↓↓↓
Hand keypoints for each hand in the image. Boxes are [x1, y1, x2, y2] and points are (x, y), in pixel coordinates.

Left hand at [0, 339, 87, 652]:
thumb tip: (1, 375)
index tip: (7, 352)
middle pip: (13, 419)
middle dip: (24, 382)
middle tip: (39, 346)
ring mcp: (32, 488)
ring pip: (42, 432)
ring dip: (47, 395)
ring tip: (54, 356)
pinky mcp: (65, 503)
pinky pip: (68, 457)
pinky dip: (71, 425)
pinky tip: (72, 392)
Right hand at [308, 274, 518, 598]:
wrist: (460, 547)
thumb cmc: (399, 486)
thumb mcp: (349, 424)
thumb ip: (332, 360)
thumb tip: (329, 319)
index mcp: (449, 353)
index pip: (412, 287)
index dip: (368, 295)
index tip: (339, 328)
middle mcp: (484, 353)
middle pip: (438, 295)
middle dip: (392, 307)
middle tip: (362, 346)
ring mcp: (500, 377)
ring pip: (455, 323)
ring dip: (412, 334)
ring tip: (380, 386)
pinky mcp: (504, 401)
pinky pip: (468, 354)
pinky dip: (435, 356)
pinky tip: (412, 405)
↑↑↑
A word-for-word copy of the listing is the expected answer.

Hand keypoints for each hand in the image. Boxes are [x1, y1, x2, y2] and points are (x, y), in pixel coordinates.

Left hand at [0, 339, 87, 652]:
thumb tip: (1, 375)
index tip: (7, 352)
middle pip: (13, 419)
middle dip: (24, 382)
middle tip: (39, 346)
ring mcp: (32, 488)
ring pip: (42, 432)
ring dip: (47, 395)
ring tip: (54, 356)
pinky mcp: (65, 503)
pinky pip: (68, 457)
pinky dip: (71, 425)
pinky tip: (72, 392)
Right hand at [308, 274, 518, 598]:
wrist: (460, 547)
thumb cmc: (399, 486)
thumb mcp: (349, 424)
thumb ip: (332, 360)
thumb tip: (329, 319)
index mcp: (449, 353)
index pip: (412, 287)
index dip: (368, 295)
index tip: (339, 328)
middle mcp: (484, 353)
middle pip: (438, 295)
middle dip: (392, 307)
middle tip: (362, 346)
ring mcp: (500, 377)
ring pip: (455, 323)
ring dip: (412, 334)
ring tip: (380, 386)
pinky mcp: (504, 401)
pinky pip: (468, 354)
pinky dip: (435, 356)
pinky tip: (412, 405)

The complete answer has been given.